Dalam hidupnya Sutan Mohamad Salim menikah dua
kali. Istrinya yang pertama bernama Siti Zainab. Ia meninggal pada saat
anak-anaknya masih kecil. Kemudian waktu bertugas di Tanjung Pinang ia
menikah lagi dengan seorang perempuan bernama Widna Roemaniah. Dari
kedua istri itu Sutan Mohamad Salim dikaruniai 13 orang anak, tapi lima
orang anaknya mati muda.

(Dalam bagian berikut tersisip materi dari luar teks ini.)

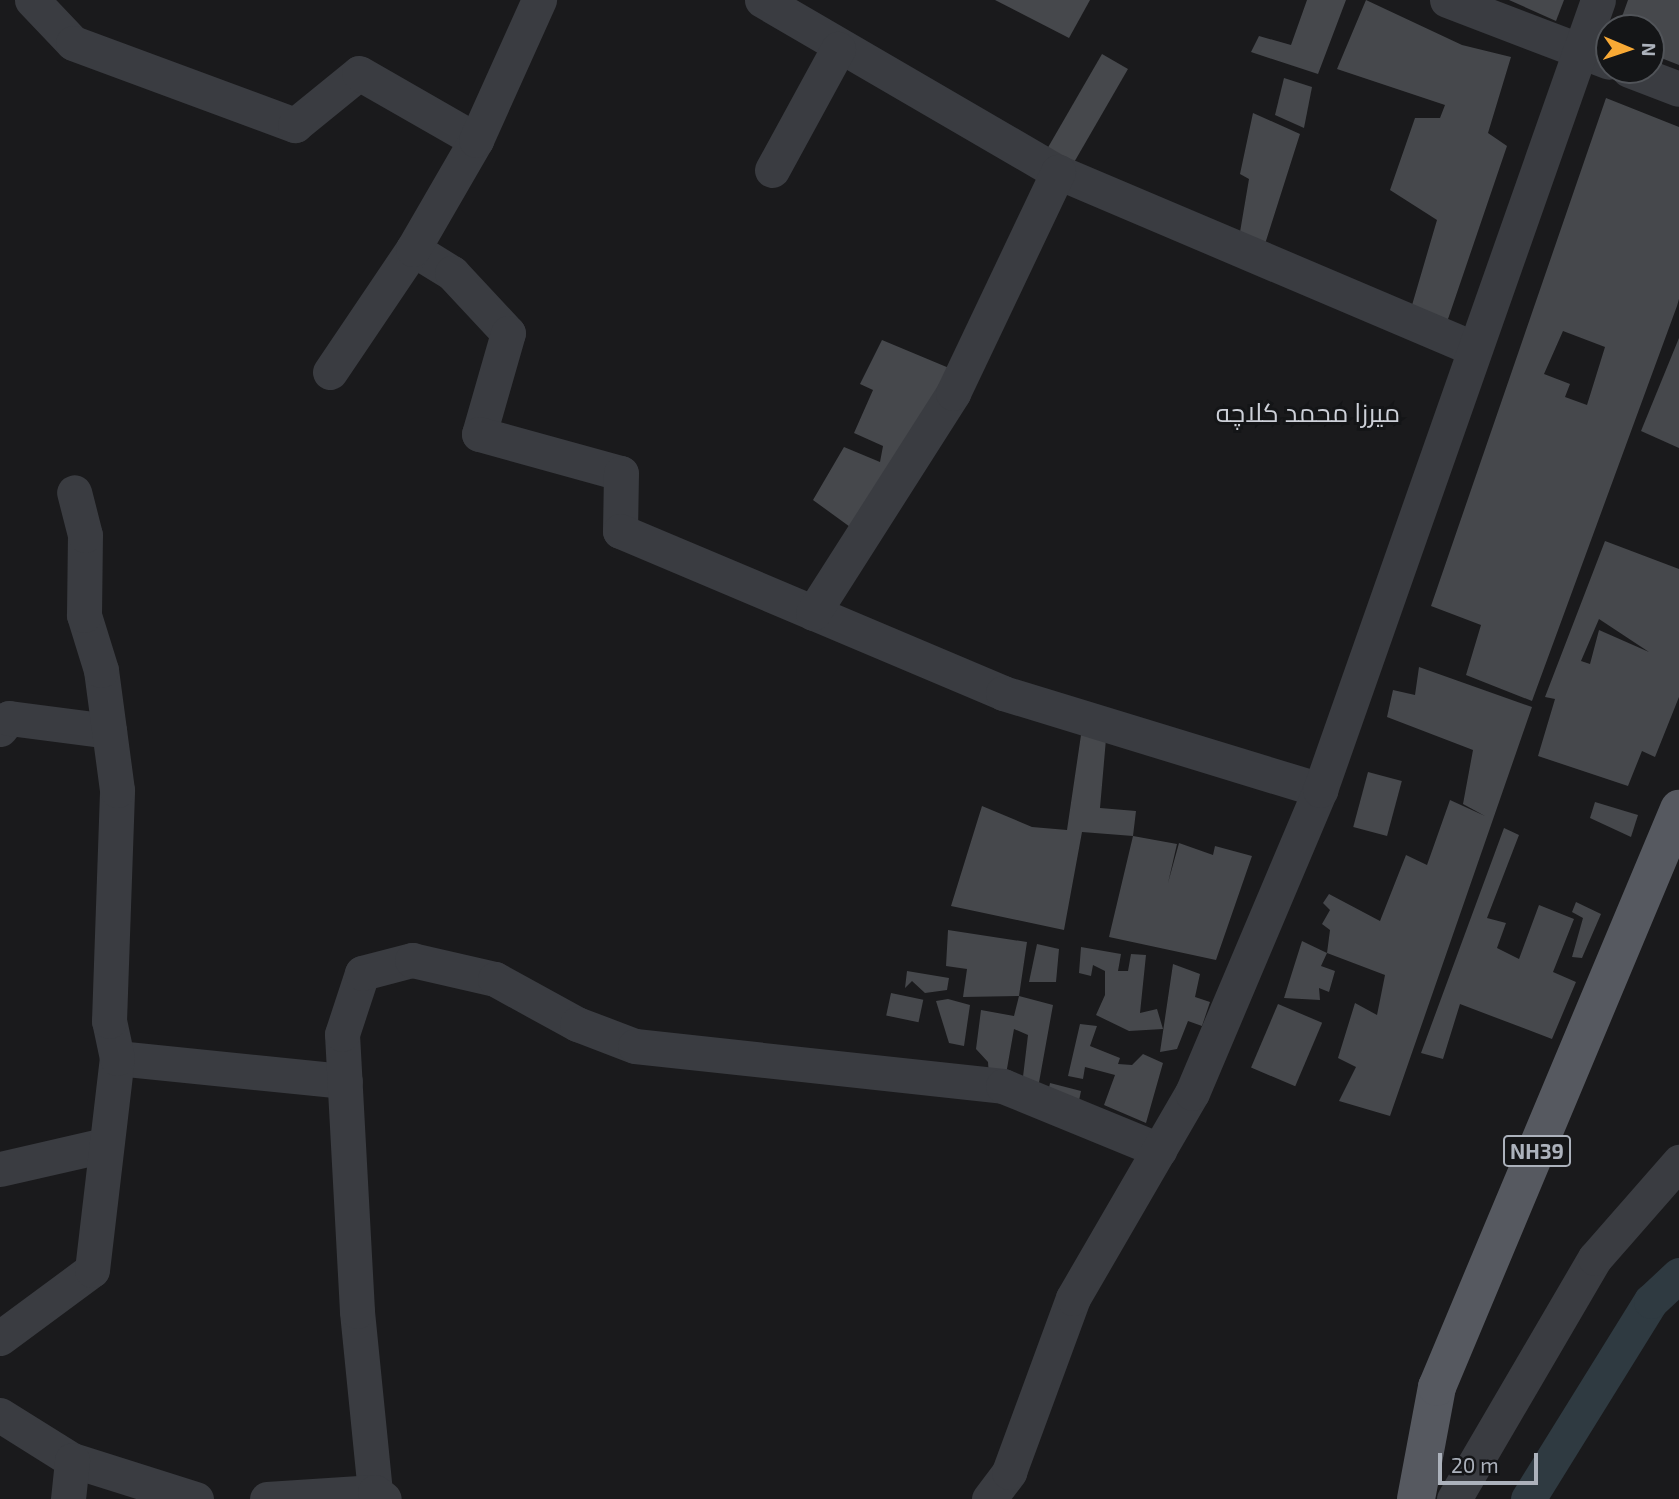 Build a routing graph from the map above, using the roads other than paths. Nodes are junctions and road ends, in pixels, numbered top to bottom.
1 (32, 0) edge
2 (539, 0) edge
3 (762, 0) edge
4 (1447, 0) edge
5 (1598, 0) edge
6 (838, 49) junction
7 (1594, 57) edge
8 (475, 140) junction
9 (772, 170) dead end
10 (1058, 172) junction
11 (413, 249) junction
12 (1472, 348) junction
13 (330, 372) dead end
14 (74, 492) dead end
15 (813, 612) junction
16 (0, 729) edge
17 (109, 731) junction
18 (1320, 790) junction
19 (1679, 809) edge
20 (117, 1058) junction
21 (345, 1081) junction
22 (105, 1145) junction
23 (1158, 1150) junction
24 (1679, 1162) edge
25 (0, 1169) edge
26 (0, 1338) edge
27 (0, 1415) edge
28 (72, 1460) junction
29 (380, 1495) edge
30 (68, 1499) edge
31 (196, 1499) edge
32 (267, 1499) edge
33 (989, 1499) edge
34 (1416, 1499) edge
35 (1454, 1499) edge

1 - 8 street
2 - 8 street
3 - 6 street
4 - 7 street
5 - 7 street
6 - 9 street
6 - 10 street
7 - 12 street
8 - 11 street
10 - 12 street
10 - 15 street
11 - 13 street
11 - 15 street
12 - 18 street
14 - 17 street
15 - 18 street
16 - 17 street
17 - 20 street
18 - 23 street
19 - 34 main road, NH39
20 - 21 street
20 - 22 street
21 - 23 street
21 - 29 street
22 - 25 street
22 - 26 street
23 - 33 street
24 - 35 street
27 - 28 street
28 - 30 street
28 - 31 street
29 - 32 street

Demikian informasi yang disampaikan oleh salah
seorang anaknya, Abdoel Chalid Salim (yang kemudian menjadi umat Kristen
di Belanda dengan nama baptis Ignatius Franciscus Michael Salim) dalam
otobiografinya Vijftien Jaar Boven-Digoel (1973). Chalid juga
mengatakan bahwa ayahnya dan anak-anaknya sehari-hari di rumah
berkomunikasi dalam bahasa Belanda, suatu gambaran kultural tentang
budaya kaum elit pribumi Indonesia di zaman kolonial.
Belum saya temukan tulisan yang mengungkapkan
secara lengkap riwayat hidup Sutan Mohamad Salim. Yang ada hanya
fragmen-fragmen kecil dalam beberapa buku/artikel, seperti dalam buku Padang, Riwayatmu Dulu oleh Rusli Amran (1986).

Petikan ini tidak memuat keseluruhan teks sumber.